Source: LSEG Refinitiv data

“However, the ongoing strength in doughtier, less economically sensitive sectors such as Consumer Staples and Health Care suggests that investors remain keen to diversify and avoid putting all of their faith in the narrative of cooler inflation, a soft economic landing and interest rate cuts. Both sectors have pricing power, to varying degrees, a useful facet for investors who fear inflation, stagflation or even a recession.

“New product developments, in areas such as weight loss, and stunning performance from stocks like Denmark’s Novo Nordisk, now the globe’s fifteenth-biggest company by stock market capitalisation, are also factors in Health Care’s favour, alongside well-understood trends such as global population growth and increased longevity.

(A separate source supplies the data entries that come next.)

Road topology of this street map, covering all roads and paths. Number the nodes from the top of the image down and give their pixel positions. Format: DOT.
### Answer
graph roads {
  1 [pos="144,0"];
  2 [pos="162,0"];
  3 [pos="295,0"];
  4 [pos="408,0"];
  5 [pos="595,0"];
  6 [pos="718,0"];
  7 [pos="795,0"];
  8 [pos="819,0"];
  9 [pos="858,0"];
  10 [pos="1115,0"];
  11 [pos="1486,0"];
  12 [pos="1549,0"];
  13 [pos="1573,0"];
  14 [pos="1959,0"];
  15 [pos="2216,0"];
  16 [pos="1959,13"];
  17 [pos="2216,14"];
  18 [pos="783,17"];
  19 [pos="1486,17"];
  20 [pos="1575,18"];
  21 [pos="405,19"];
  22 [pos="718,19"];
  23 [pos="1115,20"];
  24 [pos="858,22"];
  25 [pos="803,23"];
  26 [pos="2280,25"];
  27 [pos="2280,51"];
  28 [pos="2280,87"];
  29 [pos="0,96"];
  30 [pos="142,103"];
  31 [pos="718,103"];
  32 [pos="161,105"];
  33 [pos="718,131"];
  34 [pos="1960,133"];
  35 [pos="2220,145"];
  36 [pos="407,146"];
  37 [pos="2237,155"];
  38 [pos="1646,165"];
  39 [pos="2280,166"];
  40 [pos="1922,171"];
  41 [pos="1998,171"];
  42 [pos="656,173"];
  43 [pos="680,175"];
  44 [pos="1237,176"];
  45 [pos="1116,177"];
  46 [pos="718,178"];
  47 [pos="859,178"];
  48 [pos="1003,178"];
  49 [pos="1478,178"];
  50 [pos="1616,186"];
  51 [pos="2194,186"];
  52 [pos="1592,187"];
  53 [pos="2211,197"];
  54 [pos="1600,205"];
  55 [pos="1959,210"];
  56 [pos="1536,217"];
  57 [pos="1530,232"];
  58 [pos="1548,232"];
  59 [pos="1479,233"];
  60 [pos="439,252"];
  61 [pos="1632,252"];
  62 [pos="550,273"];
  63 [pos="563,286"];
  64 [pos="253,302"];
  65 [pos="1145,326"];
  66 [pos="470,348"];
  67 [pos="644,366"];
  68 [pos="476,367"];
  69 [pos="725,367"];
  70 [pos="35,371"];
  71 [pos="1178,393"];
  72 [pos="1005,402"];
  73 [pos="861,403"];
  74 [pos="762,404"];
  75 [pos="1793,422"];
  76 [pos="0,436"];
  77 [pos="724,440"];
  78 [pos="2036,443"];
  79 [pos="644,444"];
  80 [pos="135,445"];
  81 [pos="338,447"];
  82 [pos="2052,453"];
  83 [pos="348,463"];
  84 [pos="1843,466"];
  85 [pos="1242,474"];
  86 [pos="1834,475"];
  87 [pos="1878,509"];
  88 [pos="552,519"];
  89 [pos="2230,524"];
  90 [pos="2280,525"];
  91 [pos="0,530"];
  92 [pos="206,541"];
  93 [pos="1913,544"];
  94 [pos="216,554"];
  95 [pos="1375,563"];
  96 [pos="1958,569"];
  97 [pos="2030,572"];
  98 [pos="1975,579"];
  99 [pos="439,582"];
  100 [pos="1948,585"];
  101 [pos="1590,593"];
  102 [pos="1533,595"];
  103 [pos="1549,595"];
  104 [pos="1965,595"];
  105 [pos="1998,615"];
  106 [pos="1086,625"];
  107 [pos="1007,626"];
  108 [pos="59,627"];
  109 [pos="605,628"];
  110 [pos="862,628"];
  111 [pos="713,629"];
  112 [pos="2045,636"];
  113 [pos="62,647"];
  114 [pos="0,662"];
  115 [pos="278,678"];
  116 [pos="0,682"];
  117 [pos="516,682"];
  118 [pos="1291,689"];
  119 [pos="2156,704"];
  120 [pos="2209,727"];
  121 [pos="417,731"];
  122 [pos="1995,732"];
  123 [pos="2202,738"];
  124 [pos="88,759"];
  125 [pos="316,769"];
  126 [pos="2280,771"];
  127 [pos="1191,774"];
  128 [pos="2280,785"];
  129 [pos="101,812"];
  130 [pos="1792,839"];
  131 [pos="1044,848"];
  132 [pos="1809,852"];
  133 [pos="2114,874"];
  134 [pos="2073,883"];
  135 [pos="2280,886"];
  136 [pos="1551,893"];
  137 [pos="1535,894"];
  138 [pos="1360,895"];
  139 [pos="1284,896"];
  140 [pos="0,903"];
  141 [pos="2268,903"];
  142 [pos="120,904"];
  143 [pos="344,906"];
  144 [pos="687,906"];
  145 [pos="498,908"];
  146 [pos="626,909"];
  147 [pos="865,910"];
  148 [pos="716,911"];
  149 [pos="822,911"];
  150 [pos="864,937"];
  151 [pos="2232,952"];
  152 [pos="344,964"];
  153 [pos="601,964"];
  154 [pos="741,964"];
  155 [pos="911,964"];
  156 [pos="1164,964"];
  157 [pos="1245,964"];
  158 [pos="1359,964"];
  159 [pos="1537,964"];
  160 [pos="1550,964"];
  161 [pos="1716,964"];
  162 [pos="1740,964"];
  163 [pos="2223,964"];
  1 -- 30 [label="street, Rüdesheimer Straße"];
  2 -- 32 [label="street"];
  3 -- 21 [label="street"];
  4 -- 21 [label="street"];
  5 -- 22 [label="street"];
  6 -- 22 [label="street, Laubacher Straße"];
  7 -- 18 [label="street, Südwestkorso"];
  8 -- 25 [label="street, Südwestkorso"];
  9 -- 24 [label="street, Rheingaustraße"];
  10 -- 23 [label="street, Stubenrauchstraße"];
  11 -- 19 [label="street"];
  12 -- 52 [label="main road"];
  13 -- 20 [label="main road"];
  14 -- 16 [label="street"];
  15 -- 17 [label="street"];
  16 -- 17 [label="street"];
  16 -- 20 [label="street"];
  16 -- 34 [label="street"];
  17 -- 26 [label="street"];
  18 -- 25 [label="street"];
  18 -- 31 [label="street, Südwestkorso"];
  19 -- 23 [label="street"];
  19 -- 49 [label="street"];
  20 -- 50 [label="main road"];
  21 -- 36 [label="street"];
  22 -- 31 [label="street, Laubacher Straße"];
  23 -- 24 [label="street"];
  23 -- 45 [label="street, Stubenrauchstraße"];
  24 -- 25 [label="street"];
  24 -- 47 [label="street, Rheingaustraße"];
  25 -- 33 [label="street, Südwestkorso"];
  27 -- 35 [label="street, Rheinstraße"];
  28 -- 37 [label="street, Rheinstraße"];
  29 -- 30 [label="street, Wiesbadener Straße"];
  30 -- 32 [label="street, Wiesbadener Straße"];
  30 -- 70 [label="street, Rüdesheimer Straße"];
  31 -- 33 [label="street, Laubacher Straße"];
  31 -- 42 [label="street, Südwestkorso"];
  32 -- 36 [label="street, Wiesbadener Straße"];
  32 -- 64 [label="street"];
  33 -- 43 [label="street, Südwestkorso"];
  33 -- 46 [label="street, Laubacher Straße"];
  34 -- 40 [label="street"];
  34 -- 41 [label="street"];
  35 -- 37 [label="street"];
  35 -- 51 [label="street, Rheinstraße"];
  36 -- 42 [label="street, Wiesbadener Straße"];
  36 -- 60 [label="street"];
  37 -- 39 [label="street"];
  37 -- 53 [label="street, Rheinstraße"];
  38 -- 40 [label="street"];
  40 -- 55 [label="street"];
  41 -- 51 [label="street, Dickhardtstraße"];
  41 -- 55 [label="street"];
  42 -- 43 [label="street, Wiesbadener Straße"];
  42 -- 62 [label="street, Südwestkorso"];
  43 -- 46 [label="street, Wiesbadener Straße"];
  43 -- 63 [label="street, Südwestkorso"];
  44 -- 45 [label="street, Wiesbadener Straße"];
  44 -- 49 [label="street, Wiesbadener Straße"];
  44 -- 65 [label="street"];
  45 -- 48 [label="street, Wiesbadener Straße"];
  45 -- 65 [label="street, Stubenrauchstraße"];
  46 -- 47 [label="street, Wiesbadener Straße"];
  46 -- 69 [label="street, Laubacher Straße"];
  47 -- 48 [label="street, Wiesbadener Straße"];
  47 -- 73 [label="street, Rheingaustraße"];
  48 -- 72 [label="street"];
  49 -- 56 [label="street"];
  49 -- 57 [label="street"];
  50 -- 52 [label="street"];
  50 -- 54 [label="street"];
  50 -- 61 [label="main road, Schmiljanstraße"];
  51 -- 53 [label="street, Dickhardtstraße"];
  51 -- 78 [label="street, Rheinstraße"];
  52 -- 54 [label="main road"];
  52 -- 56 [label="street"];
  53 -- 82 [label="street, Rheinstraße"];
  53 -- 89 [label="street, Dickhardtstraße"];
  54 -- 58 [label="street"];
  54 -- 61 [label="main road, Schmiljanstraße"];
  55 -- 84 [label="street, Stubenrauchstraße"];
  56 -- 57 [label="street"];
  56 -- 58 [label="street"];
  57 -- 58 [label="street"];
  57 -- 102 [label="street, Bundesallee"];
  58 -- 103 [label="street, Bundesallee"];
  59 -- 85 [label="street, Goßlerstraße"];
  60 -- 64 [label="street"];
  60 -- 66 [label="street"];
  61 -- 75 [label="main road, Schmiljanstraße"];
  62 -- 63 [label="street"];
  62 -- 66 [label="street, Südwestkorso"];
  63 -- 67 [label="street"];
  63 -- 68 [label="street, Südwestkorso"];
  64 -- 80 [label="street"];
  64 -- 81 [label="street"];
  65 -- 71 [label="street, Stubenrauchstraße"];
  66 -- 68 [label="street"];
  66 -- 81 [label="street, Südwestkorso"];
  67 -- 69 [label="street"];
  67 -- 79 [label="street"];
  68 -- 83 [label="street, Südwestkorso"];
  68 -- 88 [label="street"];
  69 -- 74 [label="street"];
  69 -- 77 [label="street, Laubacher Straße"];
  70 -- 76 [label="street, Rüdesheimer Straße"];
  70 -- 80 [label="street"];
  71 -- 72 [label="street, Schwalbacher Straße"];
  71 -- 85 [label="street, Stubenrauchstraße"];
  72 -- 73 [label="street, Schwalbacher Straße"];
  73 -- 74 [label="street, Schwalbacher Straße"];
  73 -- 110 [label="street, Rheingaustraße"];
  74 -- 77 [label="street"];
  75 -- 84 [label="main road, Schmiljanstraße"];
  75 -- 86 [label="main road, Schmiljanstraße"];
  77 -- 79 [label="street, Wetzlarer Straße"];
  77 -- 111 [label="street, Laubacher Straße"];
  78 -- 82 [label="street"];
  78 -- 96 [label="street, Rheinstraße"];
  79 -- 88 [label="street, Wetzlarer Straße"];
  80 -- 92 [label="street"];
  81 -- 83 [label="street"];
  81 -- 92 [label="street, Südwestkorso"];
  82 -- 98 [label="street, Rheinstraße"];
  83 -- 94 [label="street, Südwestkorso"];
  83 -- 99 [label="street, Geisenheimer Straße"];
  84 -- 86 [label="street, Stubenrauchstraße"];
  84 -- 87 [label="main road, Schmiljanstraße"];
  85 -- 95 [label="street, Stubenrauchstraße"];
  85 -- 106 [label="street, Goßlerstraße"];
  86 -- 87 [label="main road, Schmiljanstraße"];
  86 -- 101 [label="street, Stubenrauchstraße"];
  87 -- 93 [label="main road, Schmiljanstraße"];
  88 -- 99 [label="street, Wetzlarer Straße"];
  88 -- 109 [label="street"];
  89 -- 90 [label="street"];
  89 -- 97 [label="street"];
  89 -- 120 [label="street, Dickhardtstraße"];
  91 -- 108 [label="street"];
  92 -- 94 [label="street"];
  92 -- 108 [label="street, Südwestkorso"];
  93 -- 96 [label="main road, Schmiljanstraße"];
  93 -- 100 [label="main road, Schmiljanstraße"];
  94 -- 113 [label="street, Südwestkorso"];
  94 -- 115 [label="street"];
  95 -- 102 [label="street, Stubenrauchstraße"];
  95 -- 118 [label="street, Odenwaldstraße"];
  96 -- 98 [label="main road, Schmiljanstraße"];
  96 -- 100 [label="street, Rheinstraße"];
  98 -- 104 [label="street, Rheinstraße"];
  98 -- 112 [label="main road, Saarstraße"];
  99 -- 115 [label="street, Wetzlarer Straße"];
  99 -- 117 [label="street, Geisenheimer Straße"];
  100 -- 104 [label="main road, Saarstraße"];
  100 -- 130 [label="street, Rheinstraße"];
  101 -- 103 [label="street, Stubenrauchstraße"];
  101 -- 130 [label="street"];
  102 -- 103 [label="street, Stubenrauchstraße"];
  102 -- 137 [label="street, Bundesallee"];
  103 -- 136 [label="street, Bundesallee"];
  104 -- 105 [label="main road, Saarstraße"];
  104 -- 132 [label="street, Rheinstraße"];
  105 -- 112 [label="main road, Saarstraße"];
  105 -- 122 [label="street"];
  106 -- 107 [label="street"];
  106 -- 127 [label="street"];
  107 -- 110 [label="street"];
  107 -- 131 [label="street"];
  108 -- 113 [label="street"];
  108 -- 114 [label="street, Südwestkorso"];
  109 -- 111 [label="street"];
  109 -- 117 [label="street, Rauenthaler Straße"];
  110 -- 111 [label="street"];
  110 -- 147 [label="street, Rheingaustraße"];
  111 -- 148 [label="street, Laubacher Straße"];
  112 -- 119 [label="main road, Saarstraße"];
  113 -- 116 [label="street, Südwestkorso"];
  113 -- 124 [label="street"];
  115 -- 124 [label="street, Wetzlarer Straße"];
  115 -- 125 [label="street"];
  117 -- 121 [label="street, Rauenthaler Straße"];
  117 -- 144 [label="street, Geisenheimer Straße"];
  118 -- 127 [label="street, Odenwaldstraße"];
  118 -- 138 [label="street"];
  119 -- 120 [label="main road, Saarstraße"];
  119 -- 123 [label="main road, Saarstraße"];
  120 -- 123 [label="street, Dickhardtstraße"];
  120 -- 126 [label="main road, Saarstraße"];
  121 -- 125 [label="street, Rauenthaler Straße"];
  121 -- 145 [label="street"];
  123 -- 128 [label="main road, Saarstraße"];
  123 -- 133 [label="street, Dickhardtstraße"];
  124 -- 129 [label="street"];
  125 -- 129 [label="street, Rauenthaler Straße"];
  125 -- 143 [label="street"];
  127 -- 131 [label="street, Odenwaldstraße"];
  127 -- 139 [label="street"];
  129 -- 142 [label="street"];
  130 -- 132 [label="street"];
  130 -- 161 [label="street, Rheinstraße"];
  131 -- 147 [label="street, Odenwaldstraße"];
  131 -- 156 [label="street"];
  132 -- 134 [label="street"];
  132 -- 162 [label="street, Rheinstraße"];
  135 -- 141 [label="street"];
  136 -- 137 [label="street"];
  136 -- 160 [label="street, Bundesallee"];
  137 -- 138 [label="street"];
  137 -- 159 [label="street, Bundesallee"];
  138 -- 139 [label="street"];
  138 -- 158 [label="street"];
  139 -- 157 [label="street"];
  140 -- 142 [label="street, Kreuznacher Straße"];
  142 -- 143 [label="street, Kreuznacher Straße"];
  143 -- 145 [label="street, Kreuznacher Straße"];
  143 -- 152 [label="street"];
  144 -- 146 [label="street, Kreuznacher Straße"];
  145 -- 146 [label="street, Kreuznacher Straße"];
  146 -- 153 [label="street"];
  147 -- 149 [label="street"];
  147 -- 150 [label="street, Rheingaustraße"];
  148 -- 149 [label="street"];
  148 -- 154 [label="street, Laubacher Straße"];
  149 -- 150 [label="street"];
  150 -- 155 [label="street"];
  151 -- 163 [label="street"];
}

Source: LSEG Refinitiv data

Source: LSEG Refinitiv data

“Contrarians and value-seekers could be forgiven for looking more closely at those sectors that have been out in the cold for a very long time.

“Unlike Technology, Telecoms have never got back to the turn-of-the-century highs, in a classic example of how competition, technological change, and regulation can hobble a company or an industry, especially if a large dollop of debt is thrown in on top.

“Retrenchment, asset sales and debt reduction are helping some stocks in the sector, which has also seen private equity tentatively sniff around its potentially reliable cash flows, but investors still seem relatively unconvinced.

Source: LSEG Refinitiv data

“Real Estate remains another thorny one, as investors ponder the impact of the ongoing rise of online shopping, relative to brick-and-mortar stores, and whether working from home and hybrid working will prove a fad or a long-term fixture (a recession and rising unemployment may have the ultimate say here, even as office workers slowly creep back to the desk, voluntarily or otherwise). The rise of new sub-sectors, such as logistics and warehousing, data servers and care homes, also mean the industry continues to offer different options, even as the more traditional areas of high street retail, sites for retail and leisure parks and office space fight to prove their worth to investors.

Source: LSEG Refinitiv data

“The other notable laggard is Energy. It has never recaptured the high reached in 2007, when oil briefly hit $147 a barrel, and investors continue to worry about how quickly the globe can transition away from its reliance on hydrocarbons and toward a net-zero world. For environmental campaigners, this cannot happen fast enough. For oil and gas executives, and their shareholders, it is a threat, although these firms still generate sufficiently copious cashflow that they could yet be part of the solution, as they have the deep pockets required to help the world re-tool and embrace renewable technologies. 

Source: LSEG Refinitiv data

“For now, investors seem more concerned that oil and gas fields will become stranded assets, worth much less than current fossil fuel prices suggest, even allowing for how ongoing conflicts in Eastern Europe and the Middle East are reinforcing the importance of self-sufficiency in vital commodities for national security. The debate over how quickly the world can move toward renewables and net-zero, and how easily and painlessly that shift can be funded and managed, also refuses to go away, as do memories of the oil price shocks of the 1970s in the wake of a war on Israel’s borders and then the unseating of the Shah of Iran.”